Murphy, at the ON3 biotechnology campus in Passaic County, said his goal is that by 2025 New Jersey will have added 300,000 new jobs, achieved a 4 percent wage growth or an increase of $1,500 in median wages, 40,000 more women and minorities working in STEM fields, $645 million in new venture capital investment, and the employment of 42,000 more women and minorities.
More broadly, Murphy’s economic outline has four parts – investment in people, investment in communities, a build-up of the innovation economy and making government work better for small businesses by streamlining much of the permitting and application processes and bureaucracies online.
Which led us initially to wonder “where’s the green in Murphy’s new economic master plan?” Fortunately the answer is pretty clear—it’s a key part of the Innovation Economy, and already getting some new attention at the agency.
You may have caught the release of the latest IPPC report two weeks ago. That report, Global Warming of 1.5 degrees Celsius (IPPC 2018), found that the intense damage of droughts, floods, and everything that goes with that, anticipated to occur at 2 degrees Celsius above preindustrial levels, will occur at this lower concentration, and earlier, by 2040.
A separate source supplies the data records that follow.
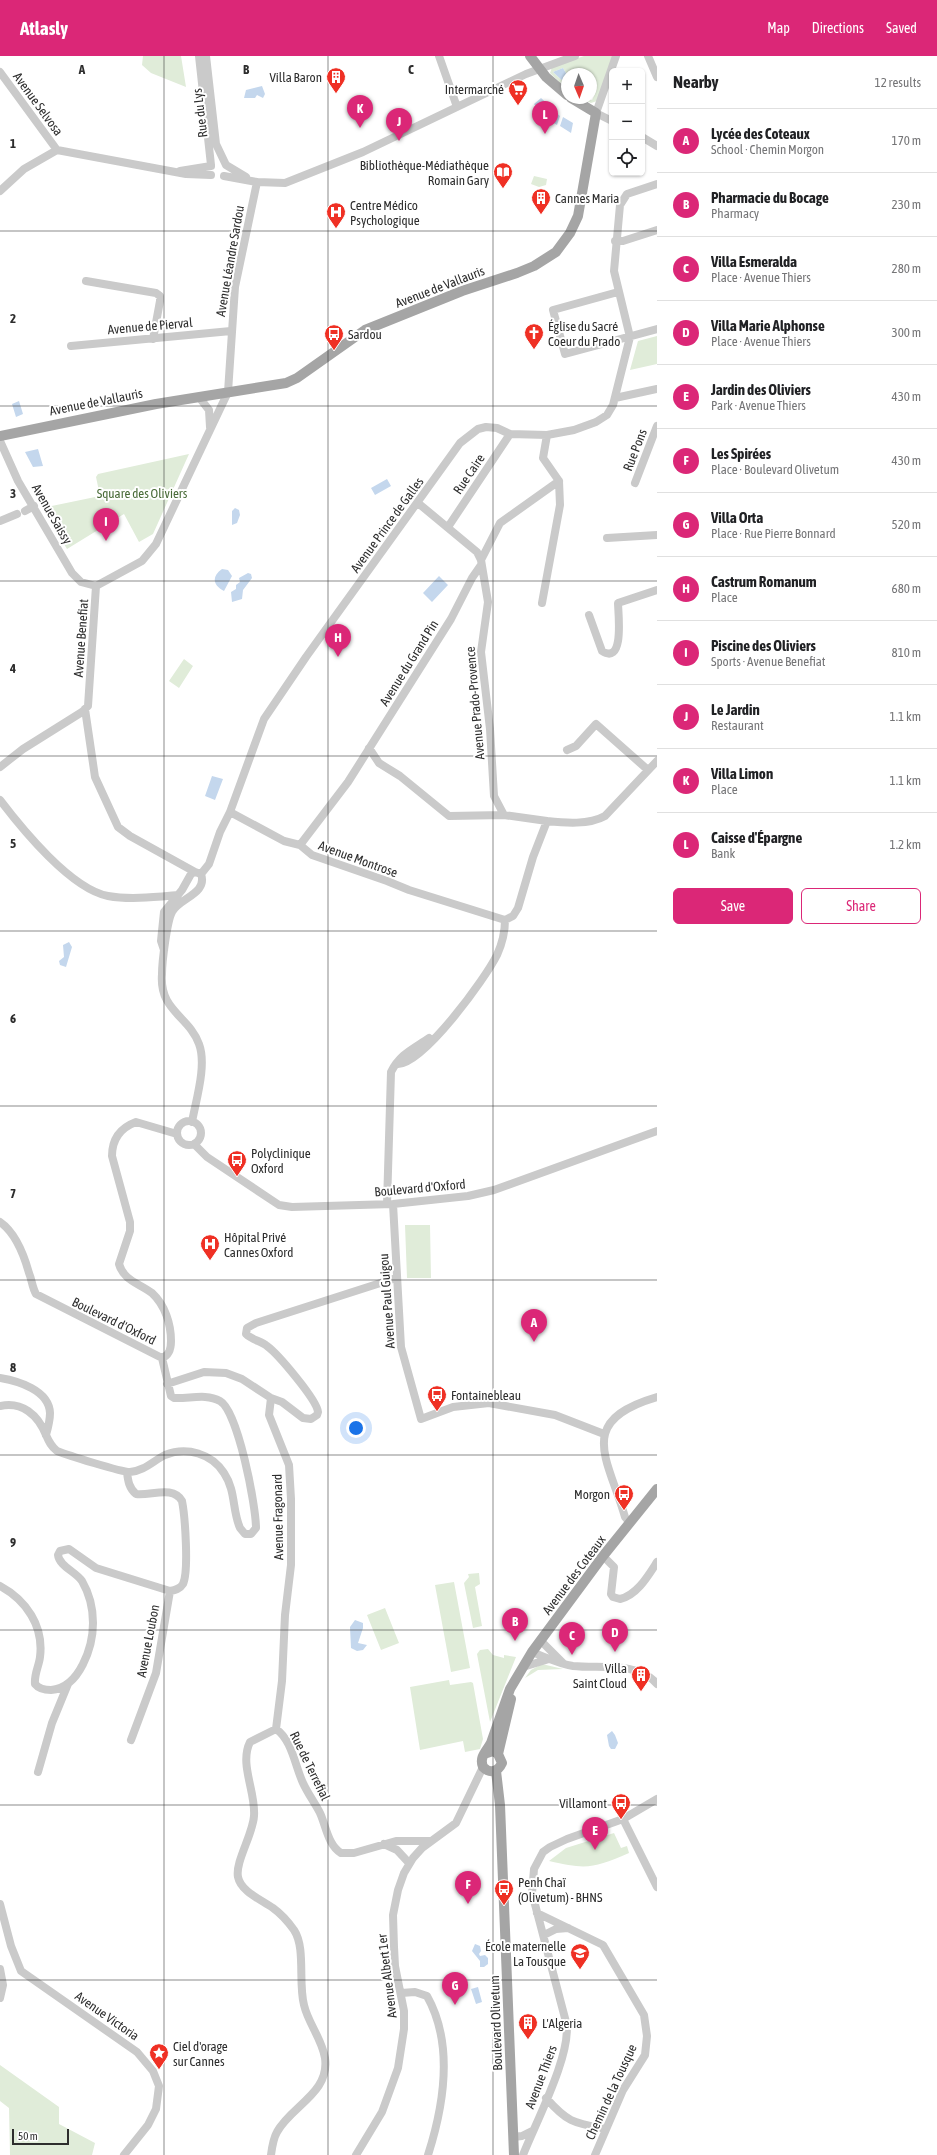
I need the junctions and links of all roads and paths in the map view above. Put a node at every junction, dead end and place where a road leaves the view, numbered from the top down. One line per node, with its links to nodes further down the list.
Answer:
1 (199, 56): 19 (street, Rue du Lys)
2 (206, 56): 20 (street, Rue du Lys)
3 (439, 56): 13 (street)
4 (530, 56): 8 (main road)
5 (575, 56): 8 (street)
6 (616, 56): 14 (street)
7 (648, 56): 10 (street)
8 (539, 69): 11 (main road); 13 (street)
9 (0, 72): 18 (street, Avenue Selvosa)
10 (657, 77)
11 (561, 89)
12 (581, 104): 14 (main road)
13 (457, 107): 24 (street)
14 (596, 113): 15 (street); 37 (main road, Avenue de Vallauris)
15 (609, 120)
16 (645, 138): 17 (street)
17 (656, 142)
18 (57, 150): 21 (street); 26 (street)
19 (211, 165): 20 (street); 21 (street); 22 (street)
20 (226, 165): 23 (street); 24 (street)
21 (172, 172): 22 (street)
22 (212, 175): 23 (street)
23 (224, 176): 24 (street)
24 (257, 182): 32 (street, Avenue Léandre Sardou)
25 (657, 184): 28 (street)
26 (0, 191)
27 (657, 230): 28 (street)
28 (616, 241): 30 (street)
29 (86, 282): 34 (street)
30 (618, 292): 33 (street); 33 (street)
31 (657, 329): 33 (street)
32 (231, 331): 34 (street, Avenue de Pierval); 37 (street, Avenue Léandre Sardou)
33 (630, 337): 39 (street, Avenue Prince de Galles)
34 (154, 339): 35 (street, Avenue de Pierval)
35 (71, 346)
36 (657, 389): 39 (street)
37 (228, 392): 38 (main road, Avenue de Vallauris); 41 (street, Avenue Benefiat)
38 (199, 397): 41 (street); 44 (main road, Avenue de Vallauris)
39 (615, 398): 43 (street, Avenue Prince de Galles)
40 (657, 426): 47 (street, Rue Pons)
41 (210, 430): 55 (street, Avenue Benefiat)
42 (510, 434): 43 (street, Avenue Prince de Galles); 48 (street, Avenue Prince de Galles); 51 (street, Rue Caire)
43 (547, 435): 46 (street)
44 (0, 436)
45 (0, 441): 49 (street, Avenue Saissy)
46 (559, 481): 54 (street, Avenue du Grand Pin); 57 (street)
47 (635, 483)
48 (418, 502): 51 (street); 66 (street, Avenue Prince de Galles)
49 (34, 506): 50 (street); 55 (street, Avenue Saissy)
50 (0, 521)
51 (448, 527): 54 (street)
52 (657, 535): 53 (street)
53 (607, 538)
54 (481, 562): 60 (street, Avenue du Grand Pin); 67 (street, Avenue Prado-Provence)
55 (96, 586): 59 (street, Avenue Benefiat)
56 (657, 590): 58 (street)
57 (542, 603)
58 (589, 615)
59 (85, 709): 63 (street); 70 (street)
60 (369, 748): 67 (street); 69 (street, Avenue du Grand Pin)
61 (567, 750): 64 (street)
62 (657, 761): 64 (street)
63 (0, 767)
64 (648, 770): 68 (street)
65 (0, 800): 72 (street)
66 (230, 812): 69 (street, Avenue Montrose); 70 (street)
67 (504, 815): 68 (street)
68 (547, 821): 75 (street)
69 (300, 845): 75 (street, Avenue Montrose)
70 (198, 873): 71 (street); 73 (street)
71 (194, 894): 73 (street); 76 (street)
72 (159, 896): 73 (street); 74 (street)
73 (178, 896): 74 (street)
74 (166, 908): 76 (street)
75 (506, 920): 81 (street, Avenue Paul Guigou)
76 (164, 950): 77 (street)
77 (192, 1122): 79 (street); 80 (street)
78 (657, 1131): 81 (street, Boulevard d'Oxford)
79 (177, 1134): 80 (street); 84 (street, Boulevard d'Oxford)
80 (194, 1144): 81 (street, Boulevard d'Oxford)
81 (390, 1204): 83 (street, Avenue Paul Guigou)
82 (0, 1222): 84 (street, Boulevard d'Oxford)
83 (396, 1278): 88 (street); 90 (street, Avenue Paul Guigou)
84 (162, 1358): 86 (street)
85 (0, 1378): 91 (street)
86 (167, 1384): 88 (street); 92 (street)
87 (657, 1397): 90 (street)
88 (271, 1398): 107 (street, Avenue Fragonard)
89 (0, 1406): 91 (street)
90 (604, 1434): 94 (street)
91 (46, 1435): 92 (street)
92 (127, 1472): 98 (street)
93 (657, 1489): 94 (main road, Avenue des Coteaux)
94 (630, 1523): 95 (main road, Avenue des Coteaux)
95 (603, 1556): 96 (street); 99 (main road, Avenue des Coteaux)
96 (657, 1562)
97 (0, 1586): 105 (street)
98 (170, 1591): 105 (street); 108 (street, Avenue Loubon)
99 (540, 1640): 100 (main road, Avenue des Coteaux); 102 (street)
100 (532, 1652): 101 (street); 103 (main road, Avenue des Coteaux)
101 (549, 1659): 102 (street); 103 (street)
102 (564, 1664): 106 (street)
103 (523, 1667): 104 (main road, Avenue des Coteaux)
104 (516, 1680): 109 (main road, Avenue des Coteaux); 110 (main road, Avenue des Coteaux)
105 (68, 1684): 113 (street)
106 (657, 1684)
107 (276, 1729): 117 (street, Rue de Terrefial); 133 (street, Rue de Terrefial)
108 (131, 1740)
109 (484, 1754): 110 (main road); 111 (main road)
110 (498, 1754): 112 (main road)
111 (483, 1767): 112 (main road); 116 (street, Avenue Albert 1er)
112 (496, 1770): 131 (main road, Boulevard Olivetum)
113 (38, 1772)
114 (657, 1799): 115 (street, Avenue Thiers)
115 (623, 1819): 119 (street); 122 (street, Avenue Thiers)
116 (430, 1841): 117 (street, Rue de Terrefial); 118 (street, Avenue Albert 1er)
117 (383, 1844): 118 (street)
118 (409, 1863): 126 (street, Avenue Albert 1er)
119 (653, 1873): 120 (street)
120 (657, 1887)
121 (0, 1904): 132 (street, Avenue Victoria)
122 (537, 1913): 123 (street, Chemin de la Tousque); 124 (street, Avenue Thiers)
123 (568, 1928): 124 (street); 129 (street, Chemin de la Tousque)
124 (544, 1935): 128 (street, Avenue Thiers)
125 (0, 1969): 127 (street)
126 (401, 1993): 134 (street, Avenue Albert 1er); 135 (street)
127 (0, 1998)
128 (546, 2098): 129 (street); 130 (street, Avenue Thiers)
129 (606, 2129): 138 (street, Chemin de la Tousque)
130 (532, 2131): 131 (street); 137 (street, Avenue Thiers)
131 (513, 2137): 136 (main road, Boulevard Olivetum)
132 (124, 2155)
133 (271, 2155)
134 (356, 2155)
135 (428, 2155)
136 (514, 2155)
137 (523, 2155)
138 (595, 2155)

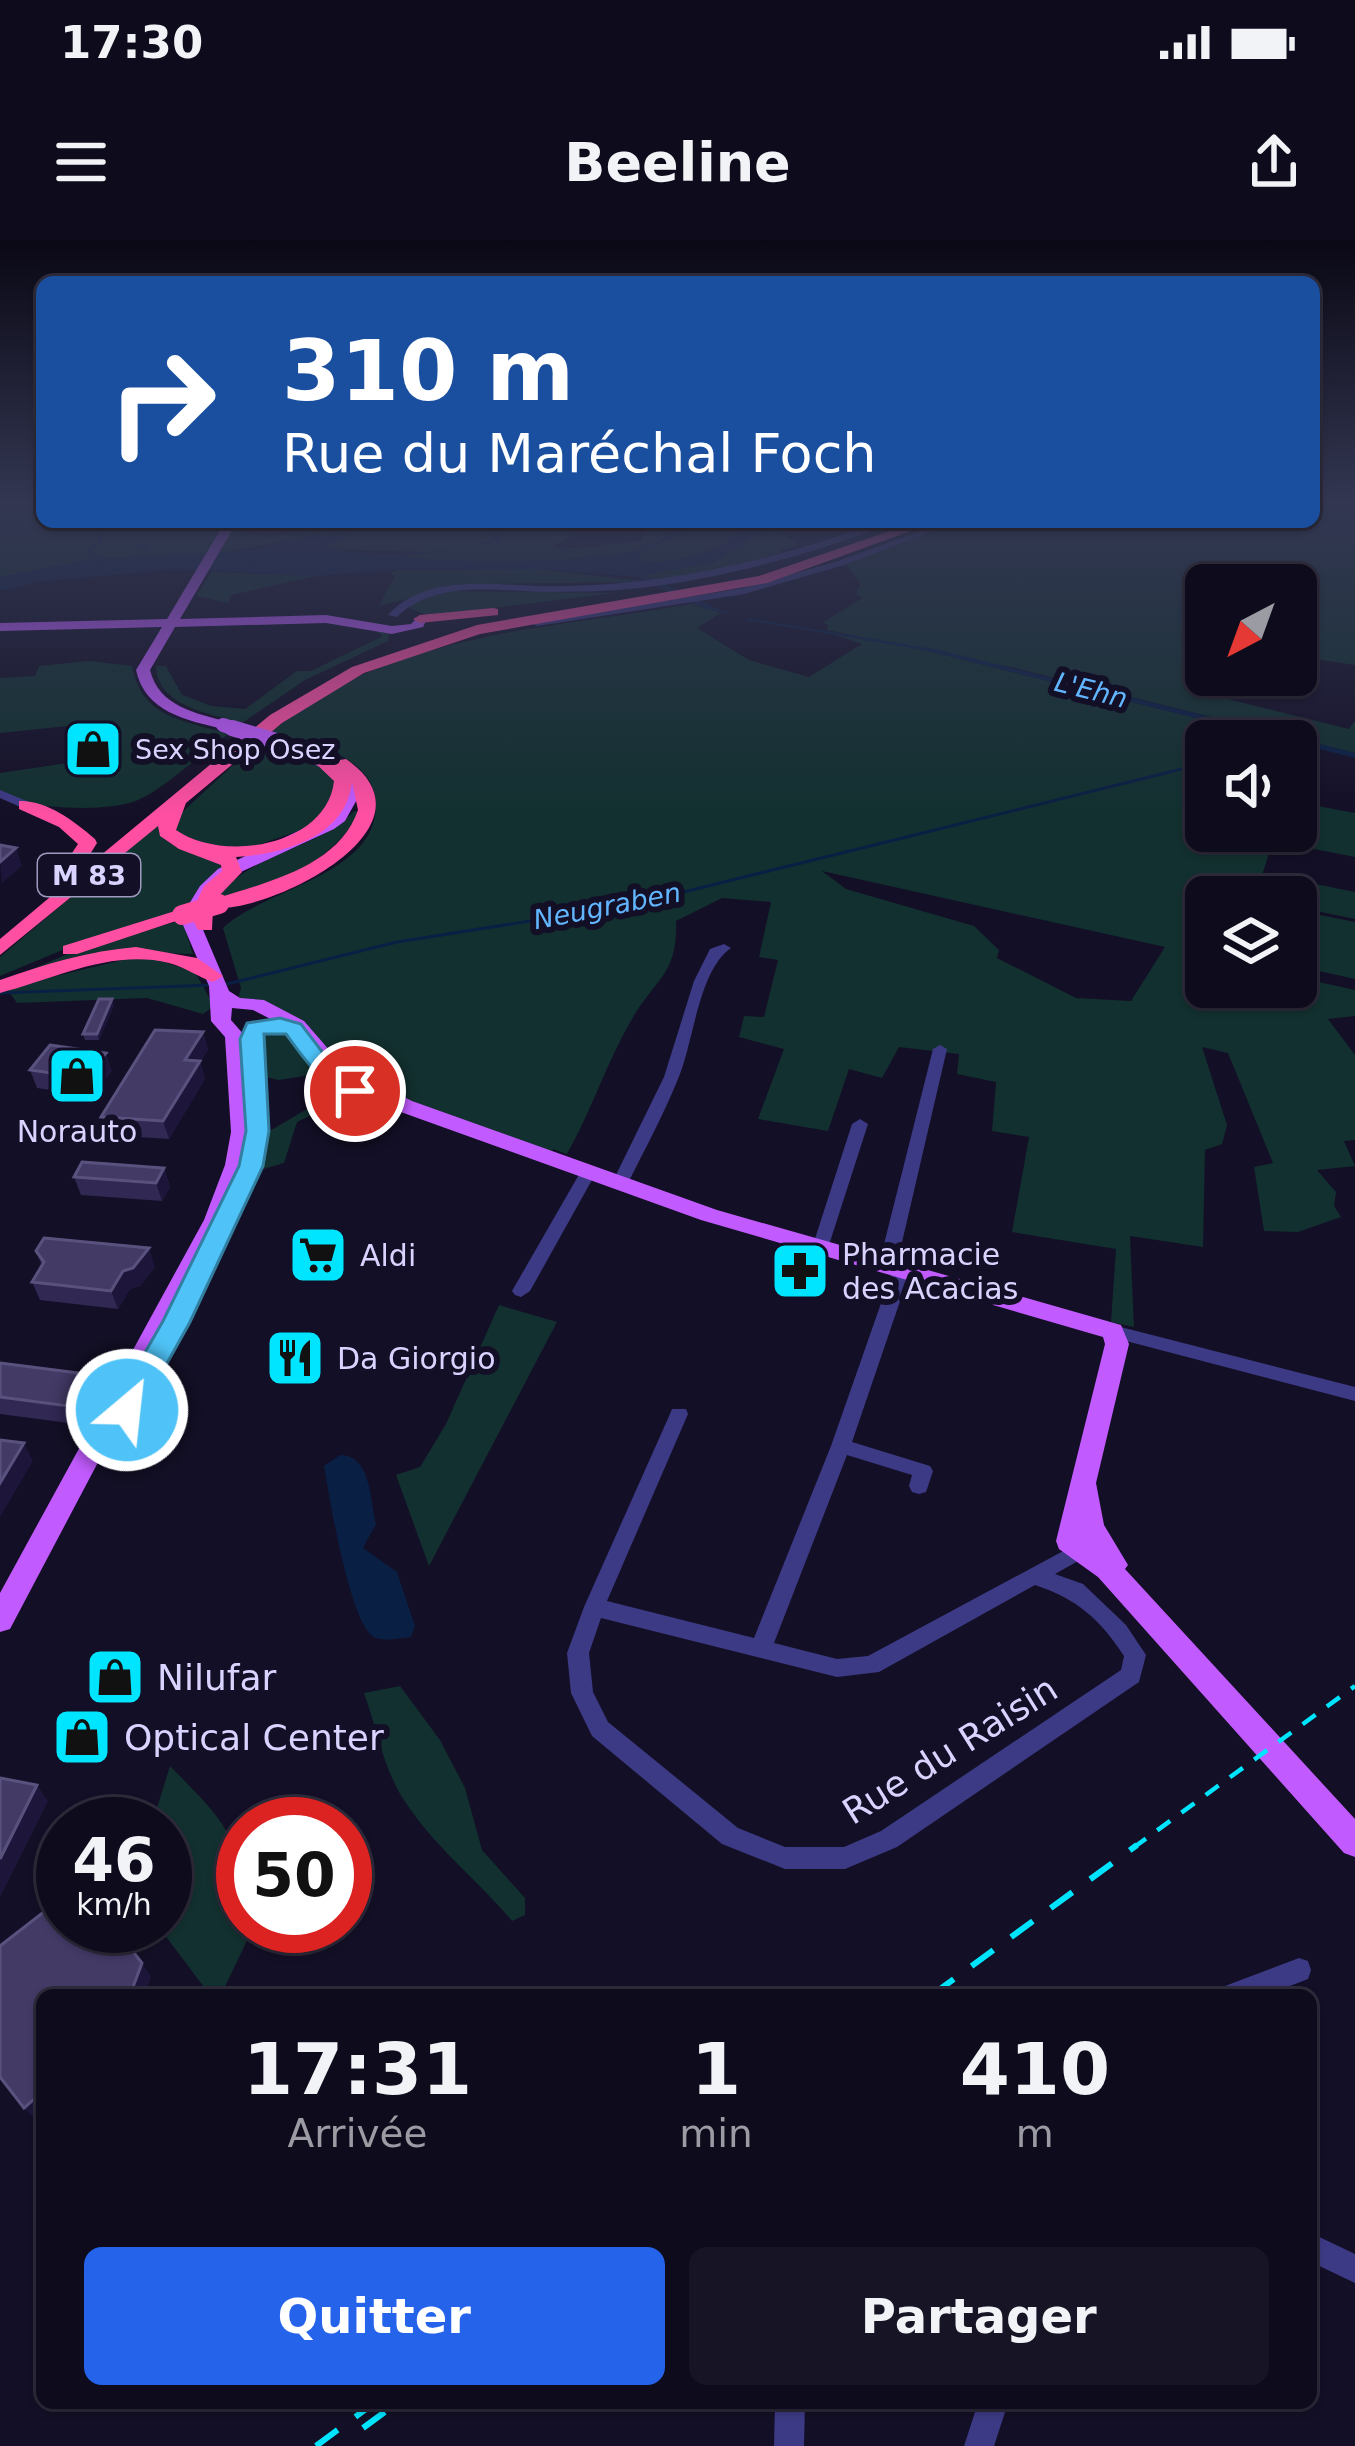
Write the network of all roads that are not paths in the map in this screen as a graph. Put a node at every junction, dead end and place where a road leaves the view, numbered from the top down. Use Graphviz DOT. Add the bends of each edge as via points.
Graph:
graph roads {
  1 [pos="167,610"];
  2 [pos="177,610"];
  3 [pos="200,610"];
  4 [pos="407,610"];
  5 [pos="499,610"];
  6 [pos="564,610"];
  7 [pos="592,610"];
  8 [pos="231,618"];
  9 [pos="398,618"];
  10 [pos="131,620"];
  11 [pos="0,625"];
  12 [pos="167,627"];
  13 [pos="350,665"];
  14 [pos="308,752"];
  15 [pos="0,794"];
  16 [pos="177,801"];
  17 [pos="25,805"];
  18 [pos="339,818"];
  19 [pos="214,853"];
  20 [pos="232,869"];
  21 [pos="66,878"];
  22 [pos="205,926"];
  23 [pos="0,931"];
  24 [pos="724,948"];
  25 [pos="0,949"];
  26 [pos="0,984"];
  27 [pos="234,1004"];
  28 [pos="940,1049"];
  29 [pos="860,1124"];
  30 [pos="590,1171"];
  31 [pos="620,1183"];
  32 [pos="820,1248"];
  33 [pos="894,1270"];
  34 [pos="521,1291"];
  35 [pos="1113,1331"];
  36 [pos="1355,1394"];
  37 [pos="679,1414"];
  38 [pos="841,1446"];
  39 [pos="919,1486"];
  40 [pos="1083,1540"];
  41 [pos="1035,1576"];
  42 [pos="1012,1584"];
  43 [pos="594,1607"];
  44 [pos="0,1621"];
  45 [pos="0,1646"];
  46 [pos="761,1648"];
  47 [pos="1355,1842"];
  48 [pos="1299,1970"];
  49 [pos="1250,1989"];
  50 [pos="1317,2250"];
  51 [pos="1355,2270"];
  52 [pos="790,2409"];
  53 [pos="991,2409"];
  54 [pos="789,2446"];
  55 [pos="980,2446"];
  1 -- 10 [label="main road"];
  2 -- 12 [label="main road"];
  3 -- 8 [label="main road"];
  4 -- 9 [label="street"];
  5 -- 9 [label="highway"];
  6 -- 13 [label="highway, M 83" via="468,626"];
  7 -- 16 [label="highway, M 83" via="461,634 394,656 312,694"];
  8 -- 9 [label="main road"];
  8 -- 12 [label="main road"];
  9 -- 12 [label="main road"];
  9 -- 13 [label="highway" via="394,639"];
  10 -- 11 [label="main road"];
  10 -- 12 [label="main road"];
  11 -- 12 [label="main road"];
  12 -- 14 [label="main road, bridge" via="143,670 154,697"];
  13 -- 21 [label="highway, M 83" via="257,720"];
  14 -- 18 [label="main road" via="352,784"];
  14 -- 19 [label="highway" via="343,781 334,813 284,843"];
  14 -- 26 [label="highway, bridge" via="353,772 366,789 365,819 314,869 63,952"];
  15 -- 17 [label="street"];
  16 -- 19 [label="highway" via="166,832 186,848"];
  16 -- 25 [label="highway, M 83"];
  17 -- 21 [label="highway" via="88,843"];
  18 -- 20 [label="main road"];
  18 -- 22 [label="main road" via="227,880 207,905"];
  19 -- 20 [label="highway"];
  20 -- 22 [label="highway" via="205,898"];
  20 -- 27 [label="main road" via="208,886 192,914"];
  21 -- 23 [label="highway, M 83"];
  22 -- 27 [label="main road"];
  24 -- 31 [label="street" via="701,981 672,1077"];
  26 -- 27 [label="highway" via="147,954 195,962"];
  27 -- 30 [label="main road" via="294,1029 334,1079 355,1091"];
  27 -- 44 [label="main road" via="236,1165 215,1220"];
  27 -- 45 [label="main road" via="251,1039 257,1131 242,1187"];
  28 -- 33 [label="street"];
  29 -- 32 [label="street"];
  30 -- 31 [label="main road"];
  30 -- 34 [label="street"];
  31 -- 32 [label="main road"];
  32 -- 33 [label="main road"];
  33 -- 35 [label="main road"];
  33 -- 38 [label="street"];
  35 -- 36 [label="street"];
  35 -- 40 [label="main road"];
  37 -- 43 [label="street, Rue du Raisin"];
  38 -- 39 [label="street" via="923,1472"];
  38 -- 46 [label="street"];
  40 -- 41 [label="street"];
  40 -- 42 [label="street"];
  40 -- 47 [label="main road" via="1215,1670 1262,1738"];
  41 -- 42 [label="street"];
  41 -- 43 [label="street, Rue du Raisin" via="1076,1590 1119,1631 1135,1655 1131,1676 889,1839 845,1858 785,1858 730,1835 600,1729 581,1693 578,1653"];
  42 -- 46 [label="street" via="871,1665 837,1668"];
  43 -- 46 [label="street"];
  48 -- 49 [label="street"];
  50 -- 51 [label="street"];
  52 -- 54 [label="street"];
  53 -- 55 [label="street"];
}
It mentions the term “transformation,” saying “avoiding the damage requires transforming the world economy at a speed and scale that has ‘no documented historic precedent” “within just a few years (Davenport 2018).” We’ll mention that term a little later. But a major implication is that we’re going to have to extend our reach, the required speed of getting there, and fundamentally question business-as-usual assumptions which, consciously or not, justify seeking the much smaller, incremental levels of change we usually pursue and, to those of us on this issue, had seemed acceptable.
However, the report says levels of greenhouse gas emissions would have to drop to zero by 2050 (which sounds like a close cousin to New Jersey’s 100% renewable energy goal).